Items listed in a dataset

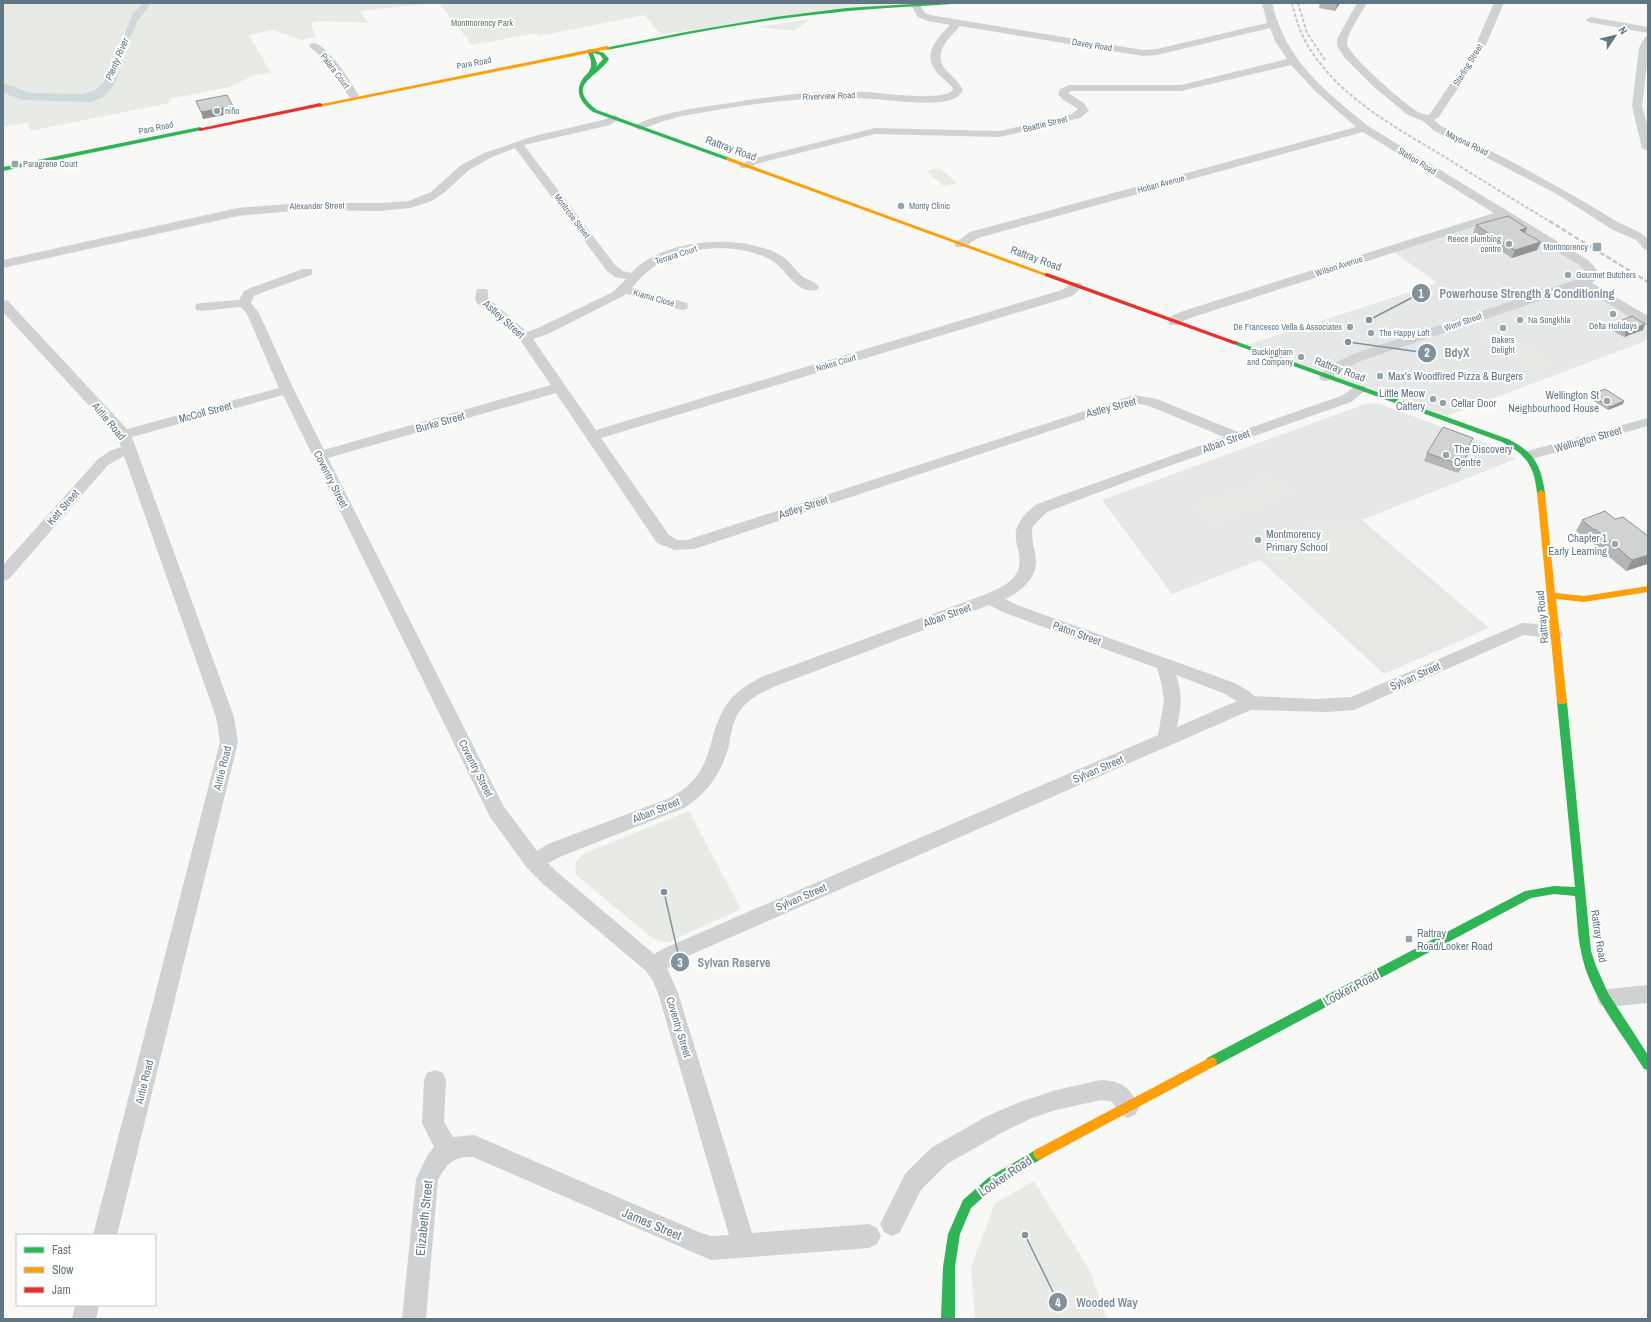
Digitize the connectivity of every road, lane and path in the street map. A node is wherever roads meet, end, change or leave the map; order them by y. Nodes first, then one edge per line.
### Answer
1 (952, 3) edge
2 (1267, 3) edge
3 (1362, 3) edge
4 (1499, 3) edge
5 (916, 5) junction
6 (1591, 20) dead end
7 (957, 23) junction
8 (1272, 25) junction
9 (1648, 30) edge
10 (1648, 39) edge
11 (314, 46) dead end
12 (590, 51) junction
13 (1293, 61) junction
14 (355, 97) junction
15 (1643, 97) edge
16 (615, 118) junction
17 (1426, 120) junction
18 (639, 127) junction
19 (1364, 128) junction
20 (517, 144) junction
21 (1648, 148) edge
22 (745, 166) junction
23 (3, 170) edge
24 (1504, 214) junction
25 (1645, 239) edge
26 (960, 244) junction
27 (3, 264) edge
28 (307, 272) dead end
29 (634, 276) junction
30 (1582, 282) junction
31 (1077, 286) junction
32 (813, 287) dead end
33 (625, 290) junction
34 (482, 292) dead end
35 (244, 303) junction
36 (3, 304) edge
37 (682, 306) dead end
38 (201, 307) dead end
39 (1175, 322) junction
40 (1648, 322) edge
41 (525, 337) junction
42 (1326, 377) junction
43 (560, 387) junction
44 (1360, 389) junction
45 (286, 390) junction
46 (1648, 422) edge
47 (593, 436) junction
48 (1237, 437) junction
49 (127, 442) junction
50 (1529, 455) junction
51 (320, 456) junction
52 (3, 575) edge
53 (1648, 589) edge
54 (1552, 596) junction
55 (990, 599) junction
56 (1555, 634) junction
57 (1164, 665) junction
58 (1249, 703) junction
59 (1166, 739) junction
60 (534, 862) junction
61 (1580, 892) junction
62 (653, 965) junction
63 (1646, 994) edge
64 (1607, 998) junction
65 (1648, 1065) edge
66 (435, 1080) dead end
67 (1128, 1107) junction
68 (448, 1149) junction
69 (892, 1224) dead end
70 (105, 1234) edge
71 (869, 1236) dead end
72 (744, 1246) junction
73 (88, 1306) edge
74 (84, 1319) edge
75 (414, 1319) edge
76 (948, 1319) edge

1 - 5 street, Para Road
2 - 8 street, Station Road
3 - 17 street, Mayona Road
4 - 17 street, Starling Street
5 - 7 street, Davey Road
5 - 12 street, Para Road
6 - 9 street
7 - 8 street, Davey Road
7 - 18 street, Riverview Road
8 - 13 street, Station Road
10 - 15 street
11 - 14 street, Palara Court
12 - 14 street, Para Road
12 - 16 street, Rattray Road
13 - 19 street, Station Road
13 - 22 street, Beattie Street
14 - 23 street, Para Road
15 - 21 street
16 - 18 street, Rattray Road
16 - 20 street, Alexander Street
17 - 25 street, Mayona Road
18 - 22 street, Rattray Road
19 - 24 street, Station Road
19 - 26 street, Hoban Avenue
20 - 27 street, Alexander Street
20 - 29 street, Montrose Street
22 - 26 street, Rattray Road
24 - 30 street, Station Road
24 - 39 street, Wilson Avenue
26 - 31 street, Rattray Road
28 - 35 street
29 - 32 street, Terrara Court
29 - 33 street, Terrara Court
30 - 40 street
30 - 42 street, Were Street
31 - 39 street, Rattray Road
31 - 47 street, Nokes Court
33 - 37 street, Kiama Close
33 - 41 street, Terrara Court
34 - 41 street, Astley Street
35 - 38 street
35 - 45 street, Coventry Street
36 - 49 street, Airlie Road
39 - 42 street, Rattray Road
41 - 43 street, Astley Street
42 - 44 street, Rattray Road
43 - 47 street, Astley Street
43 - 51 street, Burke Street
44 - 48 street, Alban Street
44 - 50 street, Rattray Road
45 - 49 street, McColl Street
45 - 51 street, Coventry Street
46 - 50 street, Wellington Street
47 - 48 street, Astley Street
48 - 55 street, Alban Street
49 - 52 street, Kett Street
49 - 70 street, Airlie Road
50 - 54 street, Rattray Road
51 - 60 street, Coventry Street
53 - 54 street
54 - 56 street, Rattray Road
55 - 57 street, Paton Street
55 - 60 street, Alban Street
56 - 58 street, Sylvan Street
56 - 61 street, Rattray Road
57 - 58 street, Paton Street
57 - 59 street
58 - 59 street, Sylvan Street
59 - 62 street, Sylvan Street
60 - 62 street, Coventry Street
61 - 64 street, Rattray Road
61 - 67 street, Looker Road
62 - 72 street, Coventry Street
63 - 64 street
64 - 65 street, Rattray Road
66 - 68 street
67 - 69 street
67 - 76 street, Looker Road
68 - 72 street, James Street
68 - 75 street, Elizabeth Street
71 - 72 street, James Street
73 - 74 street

...

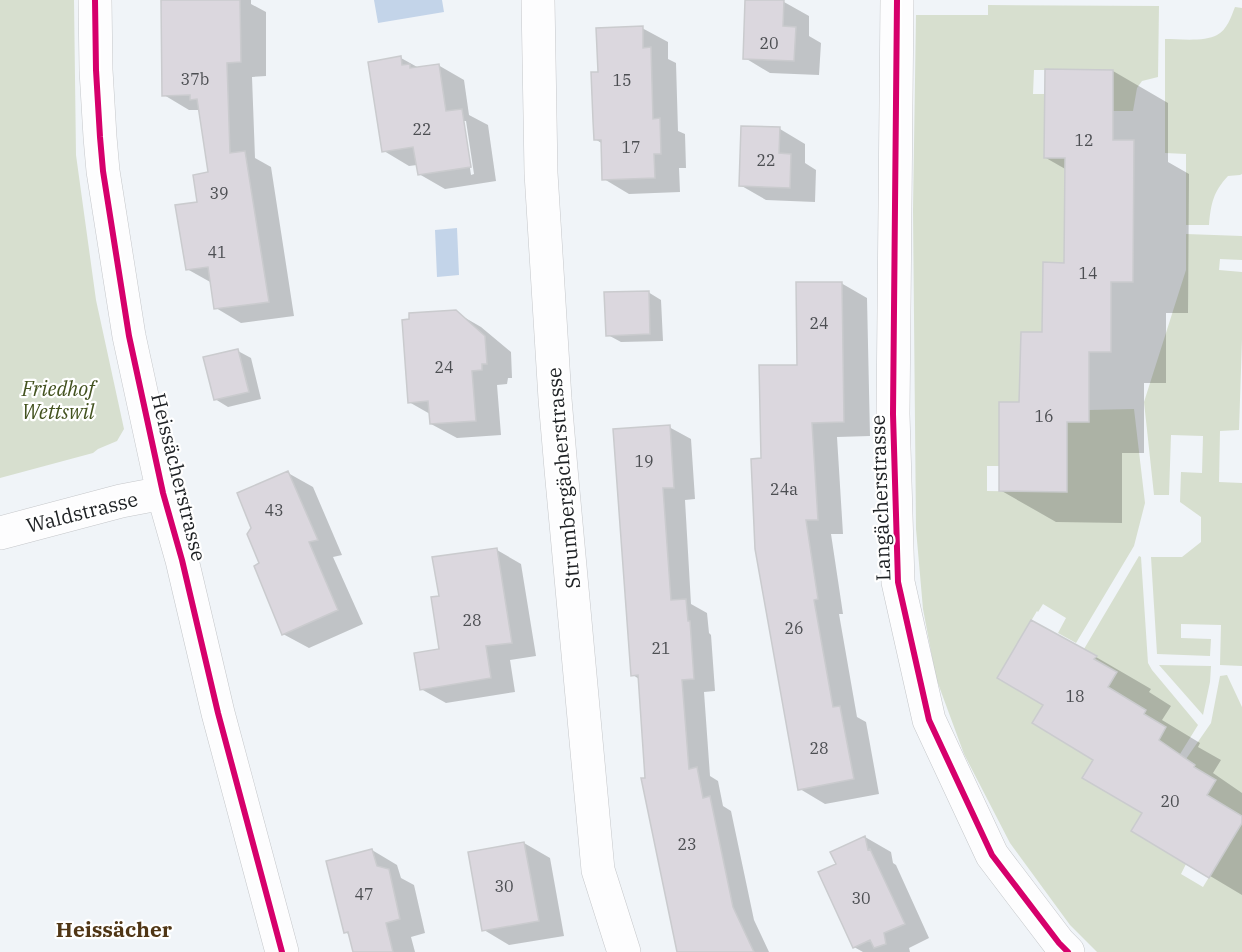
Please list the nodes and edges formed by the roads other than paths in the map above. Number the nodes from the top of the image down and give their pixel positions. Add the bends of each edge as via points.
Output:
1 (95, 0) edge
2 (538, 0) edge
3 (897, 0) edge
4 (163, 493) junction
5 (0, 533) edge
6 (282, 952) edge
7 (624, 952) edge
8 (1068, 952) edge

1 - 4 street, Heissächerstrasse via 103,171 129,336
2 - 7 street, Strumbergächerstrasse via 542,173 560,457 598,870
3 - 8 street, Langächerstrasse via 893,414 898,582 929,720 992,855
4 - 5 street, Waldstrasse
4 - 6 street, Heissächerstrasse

> **Work task**
Scan the data above for the word "roads", then copy every line that holds it.

> **Response to this exercise**
Digitize the connectivity of every road, lane and path in the street map. A node is wherever roads meet, end, change or leave the map; order them by y. Nodes first, then one edge per line.
Please list the nodes and edges formed by the roads other than paths in the map above. Number the nodes from the top of the image down and give their pixel positions. Add the bends of each edge as via points.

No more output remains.